Manny Roth, a colorful club owner in Greenwich Village whose Cafe Wha? and its basement level stage was a rite of passage in the 1960s for Bob Dylan, Jimi Hendrix, Bruce Springsteen and many others, has died. He was 94.
Roth, the uncle of Van Halen singer David Lee Roth, died July 25. His daughter, Jodi Roth, said Friday that he died of natural causes at his home in Ojai, California.
As boisterous as his loud-mouthed nephew, Roth was a good man to know during a special place and time — when Greenwich Village was a mecca for upcoming artists and bohemians, where on a given night, you might see Woody Allen doing standup, or take in performances by Peter, Paul and Mary and such future rock 'n' rollers as Dylan and David Crosby.
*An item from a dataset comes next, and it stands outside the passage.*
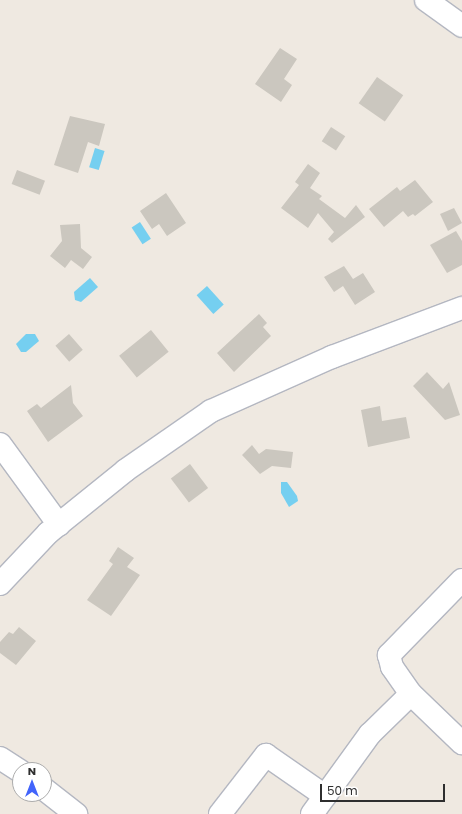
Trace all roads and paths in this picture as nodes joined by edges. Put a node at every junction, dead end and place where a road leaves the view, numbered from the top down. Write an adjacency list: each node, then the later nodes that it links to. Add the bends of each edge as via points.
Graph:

Founded in the late 1950s, The Cafe Wha? was a former stable that Roth personally helped renovate, laying down the new floor and bringing in some friends to help decorate. The look was such a mish-mash that Roth named the club Cafe Wha?
It was a true starter club, with low pay, no liquor and little space. But Roth's stage was an essential first stop for young performers looking for a chance, or even a place to stay. Dylan showed up in early 1961, not yet 20 years old and fresh from his native Minnesota.
"He was just a kid," Roth later recalled, noting how he announced from the stage that Dylan needed a room for the night. "The first time I heard Dylan get up on an open mic, I'm thinking to myself, 'This kid doesn't have a prayer. He can't sing, can't play and certainly doesn't have any stage presence.'"
In his memoir "Chronicles: Volume One," Dylan remembered Cafe Wha? as "a subterranean cavern, liquorless, ill lit, low ceiling, like a wide dining room with chairs and tables." Dylan was especially fond of the afternoon hootenannies, calling the potpourri of performers an "extravaganza of patchwork."